REPUBLIKA.CO.ID, BANDUNG -- Viralitas dan popularitas bakal calon (balon) gubernur dan wakil gubernur Jabar tidak menjadi ukuran hasil pemilihan gubernur (Pilgub) Jabar. Karena, saat ini masyarakat Provinsi Jawa Barat (Jabar) sudah cerdas dalam memilih calon pemimpinnya.
Hal tersebut, diungkapkan Pakar Komunikasi Politik dari Unisba Prof Dr Septiawan Santana Kurnia kepada Republika, Jumat (13/9/2024). Menurut Prof Septiawan, kalaupun ada balon yang follower di media sosialnya tinggi, belum tentu menjadi ukuran akan terpilih pada Pilgub Jabar 27 November 2024. ''Di panggung hiburan gembira bisa jadi mereka bertepuk tangan dan terharu, namun saat milih di TPS bisa jadi mempertimbangkan kebutuhan lain,'' ujar Septiawan.

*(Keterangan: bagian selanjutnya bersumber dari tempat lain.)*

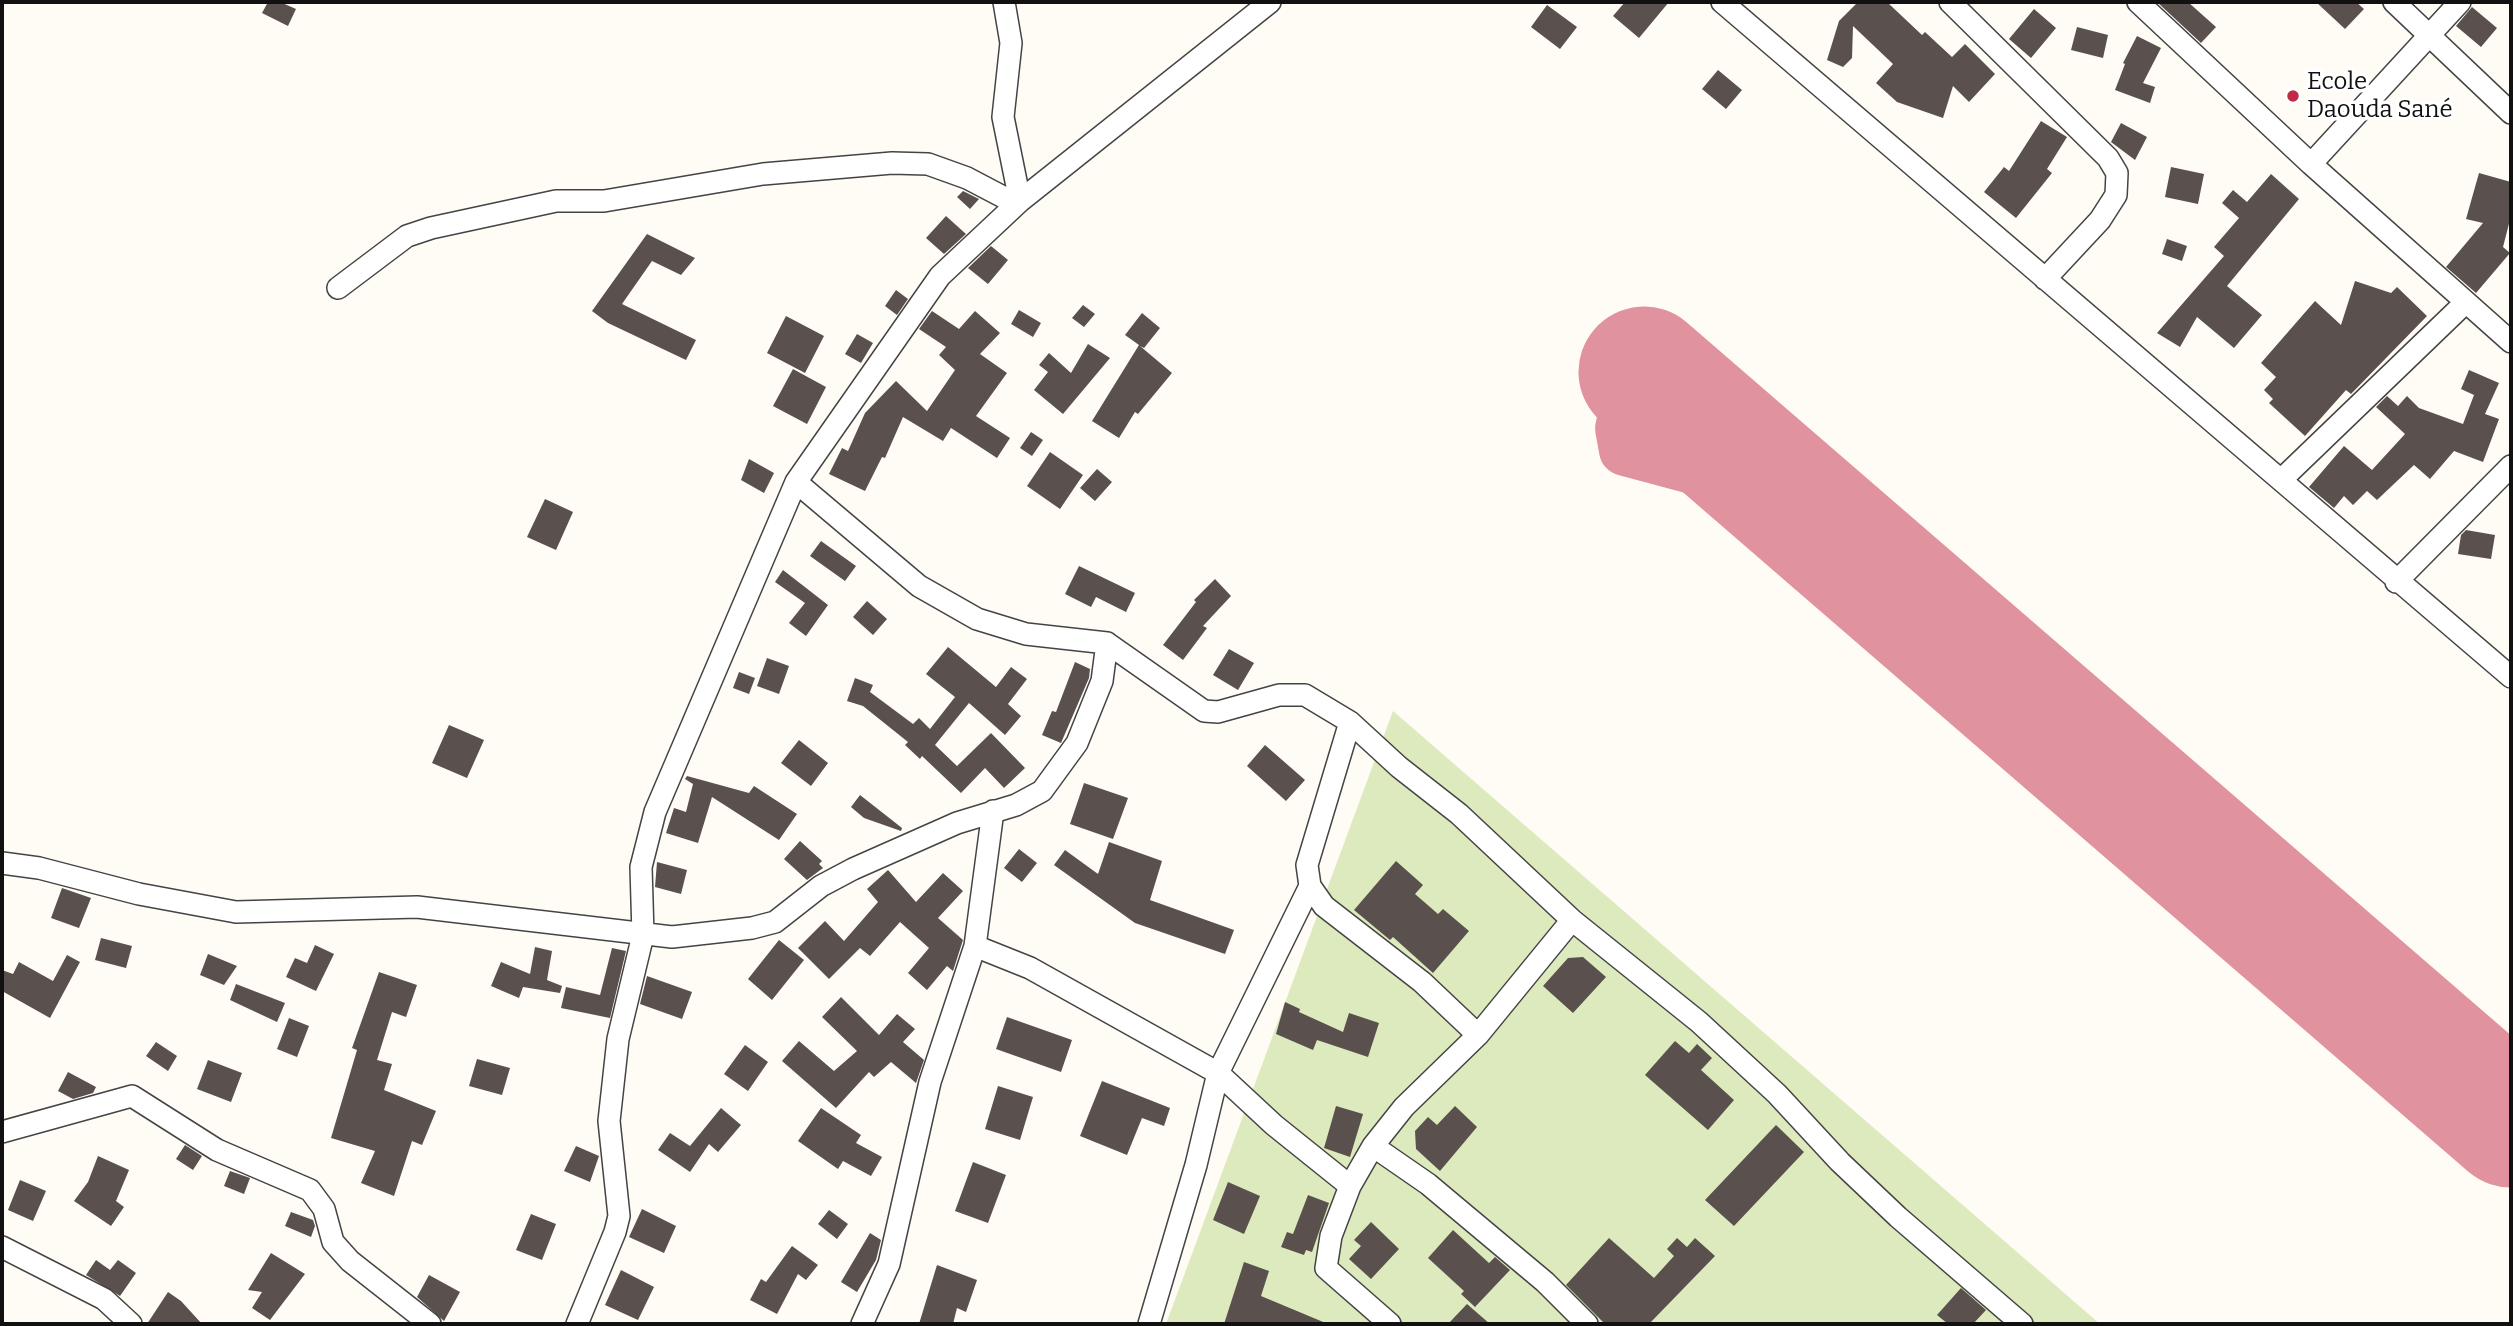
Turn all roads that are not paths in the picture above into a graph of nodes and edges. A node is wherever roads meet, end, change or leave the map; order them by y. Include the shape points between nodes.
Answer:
1 (1004, 2) edge
2 (1270, 2) edge
3 (1722, 2) edge
4 (1950, 2) edge
5 (2138, 2) edge
6 (2394, 2) edge
7 (2460, 2) edge
8 (2430, 35) junction
9 (2511, 113) edge
10 (2311, 164) junction
11 (1020, 201) junction
12 (2045, 279) junction
13 (338, 288) dead end
14 (2466, 302) junction
15 (2511, 342) edge
16 (2511, 466) edge
17 (2281, 480) junction
18 (796, 482) junction
19 (2396, 582) junction
20 (1107, 643) junction
21 (2511, 677) edge
22 (1350, 722) junction
23 (993, 811) junction
24 (2, 863) edge
25 (1310, 886) junction
26 (1572, 920) junction
27 (643, 935) junction
28 (975, 946) junction
29 (1478, 1035) junction
30 (1219, 1073) junction
31 (2, 1132) edge
32 (1373, 1146) junction
33 (1350, 1186) junction
34 (2, 1247) edge
35 (131, 1324) edge
36 (430, 1324) edge
37 (577, 1324) edge
38 (862, 1324) edge
39 (1149, 1324) edge
40 (1390, 1324) edge
41 (1587, 1324) edge
42 (2022, 1324) edge

1 - 11 street via 1011,43 1003,117
2 - 11 street
3 - 12 street
4 - 12 street via 2108,158 2117,173 2116,195 2100,220
5 - 10 street
6 - 8 street
7 - 8 street
8 - 9 street
8 - 10 street
10 - 14 street
11 - 13 street via 928,164 763,174 604,201 556,201 431,228 407,236
11 - 18 street via 940,276
12 - 17 street
14 - 15 street
14 - 17 street
16 - 19 street
17 - 19 street
18 - 20 street via 919,586 977,620 1027,634
18 - 27 street via 655,811 641,867
19 - 21 street
20 - 22 street via 1204,711 1218,712 1279,695 1305,695
20 - 23 street via 1102,681 1077,743 1059,771 1042,791
22 - 25 street via 1307,865
22 - 26 street via 1459,814
23 - 27 street via 853,869 821,886 775,922 698,936
23 - 28 street
24 - 27 street via 236,912 417,907
25 - 29 street via 1324,906 1403,965
25 - 30 street
26 - 29 street
26 - 42 street via 1699,1022 1888,1208
27 - 37 street via 618,1040 610,1110 619,1216
28 - 30 street via 1030,968
28 - 38 street via 930,1082 889,1264
29 - 32 street via 1404,1107
30 - 33 street
30 - 39 street
31 - 36 street via 132,1096 217,1150 310,1191 324,1209 333,1242 350,1261
32 - 33 street
32 - 41 street via 1428,1184 1545,1282
33 - 40 street via 1331,1236 1326,1268
34 - 35 street via 104,1299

Septiawan menjelaskan, para calon kepala daerah jangan terlalu yakin dengan angka popularitasnya. Dia melihat pencitraan calon gubernur di Jabar yang diciptakan hanyalah gimmick.
Menurutnya, viralitas dan popularitas itu merupakan salah satu indikator yang disajikan di dunia media, khususnya media sosial. Septiawan menegaskan, masyarakat akan lebih melihat karya nyata dan jejak rekam calon yang memiliki hubungan kuat dengan kebutuhan dan kepentingannya. Dirinya melihat ada realitas di masyarakat sekarang, bahwa hal-hal yang berbau pencitraan tidak akan signifikan mempengaruhi hasil suara pemilu.
Septiawan mengatakan, saat ini banyak realitas yang tersembunyi dari sejumlah bakal calon. Misalnya, bisa saja beberapa calon yang menyampaikan di permukaan, tidak berhubungan atau minta dukungan dari kelompok tertentu. Namun, di balik layar mereka saling berjabat tangan atau istilahnya 'kontrak dagang sapi'.
''Mungkin, kepada media berkata saya tidak begini atau begitu, tapi sebenanrya si calon itu begini dan begitu,'' katanya.
Terkait perbedaan panggung depan dan belakang para balon gubernur, kata Septiawan, masyarakat pemilih sudah banyak yang memahaminya. Oleh karena itu, tidak heran jika hasil pilkada nanti berpeluang 'aneh bin ajaib'.